Pediatric Drug Development

Article

Applied Clinical Trials

Applied Clinical TrialsApplied Clinical Trials-11-01-2012
Volume 21
Issue 11

A framework is needed to facilitate, promote, and reward basic and applied research for adults and children.

Pediatric legislation aims at letting children benefit more from pharmaceutical progress. The United States re-authorized it recently as FDASIA (FDA Safety & Innovation Act), the European Union one is in force since 2007. Drug developers have no choice anymore: they must consider children. Who could be against this?

Clinical trials in children had a bad reputation. This has changed. The need to test new treatments is generally accepted; strong safeguards protect children's rights in research. Diseases that were a death sentence decades ago are chronic conditions today in adults and children (e.g., cystic fibrosis (CF) or insulin-dependent diabetes). Children with CF died young half a century ago; today their life expectancy is >40 years. Almost 90 percent of children with acute lymphatic leukemia (ALL) survive, but 10 percent don't. Survivors and non-survivors often go through two or more rounds of chemotherapy, a nightmare for patient and family. We need a breakthrough here. It will come. Are therapeutic breakthroughs achieved through pediatric legislation? No. Pediatric legislation promotes gradual improvements: earlier availability of new adult drugs, better dose calculation, and improved drug safety. Breakthroughs come from a mixture of science, dedication, and the market. Without entrepreneurs there are no new drugs. Human curiosity and science continuously challenge our traditional understanding. To reach patients, new inventions must reach the market. Companies do that, not academia.

Klaus Rose

The medical market needs control to protect patients. Control should be balanced and not discourage innovation. US legislation balances mandatory requirements and incentives. EU emphasis is on mandatory requirements. The European Medicines Agency (EMA) will not register a new drug without a pediatric investigation plan (PIP) agreed with its pediatric committee (PDCO). PIPs should be submitted end of Phase I; their negotiation takes almost a year. The EU PIP procedure keeps many people busy: 66 PDCO members, 30 EMA pediatric coordinators and administrators; employees of 27 EU authorities; and people in industry, CROs, and consultancies. Even companies that develop drugs specifically for children must negotiate a PIP. The EU legislation originated in good intention; run by a bureaucracy with much power and little control, it starts to affect drug development. Companies will avoid therapeutic areas with extreme PDCO requests. Even the EU ombudsman criticizes EMA/PDCO for lack of transparency.

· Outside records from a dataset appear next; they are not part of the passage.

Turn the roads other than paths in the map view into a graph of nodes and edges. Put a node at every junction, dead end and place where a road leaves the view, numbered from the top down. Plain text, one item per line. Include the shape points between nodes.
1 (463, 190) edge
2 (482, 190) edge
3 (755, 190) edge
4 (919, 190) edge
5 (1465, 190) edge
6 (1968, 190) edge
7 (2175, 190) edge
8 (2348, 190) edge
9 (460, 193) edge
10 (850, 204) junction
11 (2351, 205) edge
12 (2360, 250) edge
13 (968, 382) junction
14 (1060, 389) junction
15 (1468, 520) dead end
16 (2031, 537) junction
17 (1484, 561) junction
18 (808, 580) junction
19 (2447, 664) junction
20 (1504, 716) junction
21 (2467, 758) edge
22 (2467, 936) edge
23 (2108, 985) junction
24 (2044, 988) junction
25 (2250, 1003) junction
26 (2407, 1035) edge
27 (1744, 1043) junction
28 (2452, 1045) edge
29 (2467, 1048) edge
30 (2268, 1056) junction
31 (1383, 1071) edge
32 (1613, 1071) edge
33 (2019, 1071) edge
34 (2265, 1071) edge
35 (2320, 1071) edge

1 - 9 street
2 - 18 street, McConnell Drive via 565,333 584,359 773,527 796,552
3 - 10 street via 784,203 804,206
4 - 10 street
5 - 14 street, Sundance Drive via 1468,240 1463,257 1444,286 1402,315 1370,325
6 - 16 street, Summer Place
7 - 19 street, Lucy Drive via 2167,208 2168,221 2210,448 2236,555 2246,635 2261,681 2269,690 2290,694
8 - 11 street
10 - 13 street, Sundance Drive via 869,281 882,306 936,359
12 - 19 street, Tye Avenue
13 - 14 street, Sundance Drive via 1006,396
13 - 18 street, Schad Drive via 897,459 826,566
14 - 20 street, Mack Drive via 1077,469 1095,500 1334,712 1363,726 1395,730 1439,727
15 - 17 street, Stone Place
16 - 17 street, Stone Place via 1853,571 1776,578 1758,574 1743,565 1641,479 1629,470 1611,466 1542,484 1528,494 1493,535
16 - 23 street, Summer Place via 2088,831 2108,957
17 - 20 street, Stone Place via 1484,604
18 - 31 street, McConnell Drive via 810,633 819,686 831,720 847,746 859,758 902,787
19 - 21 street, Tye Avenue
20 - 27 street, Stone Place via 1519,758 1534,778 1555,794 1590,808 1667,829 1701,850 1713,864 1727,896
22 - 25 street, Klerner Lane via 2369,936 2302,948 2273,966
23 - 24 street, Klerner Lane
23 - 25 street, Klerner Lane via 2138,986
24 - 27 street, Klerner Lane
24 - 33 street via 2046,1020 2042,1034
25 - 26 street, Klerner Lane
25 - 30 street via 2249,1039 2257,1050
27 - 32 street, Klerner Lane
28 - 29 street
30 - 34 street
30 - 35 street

Drug development is expensive. Frequent diseases are more and more treated by generics; research-based pharmaceutical industry is increasingly targeting rare diseases. FDASIA mandates a conference to accelerate development of products for pediatric rare diseases. The debate how to balance costs and how to prioritize will intensify.

The more the societal framework allows the energy of parents, scientists, entrepreneurs, and clinicians to translate into new treatments, the faster breakthroughs will happen. Vision is a first step; there are many more steps until a new treatment reaches the market. It may begin with rocket science and/or common sense: a new receptor/antibody, a novel delivery device, a way to make research more child-friendly. We need a framework that facilitates, promotes, and rewards basic and applied research for adults and children. Blind trust into industry or academia or unlimited power to bureaucrats is not the right path. All institutions have hidden agendas. The debate will continue; at least we agree about the aim: better medicines, and children should benefit.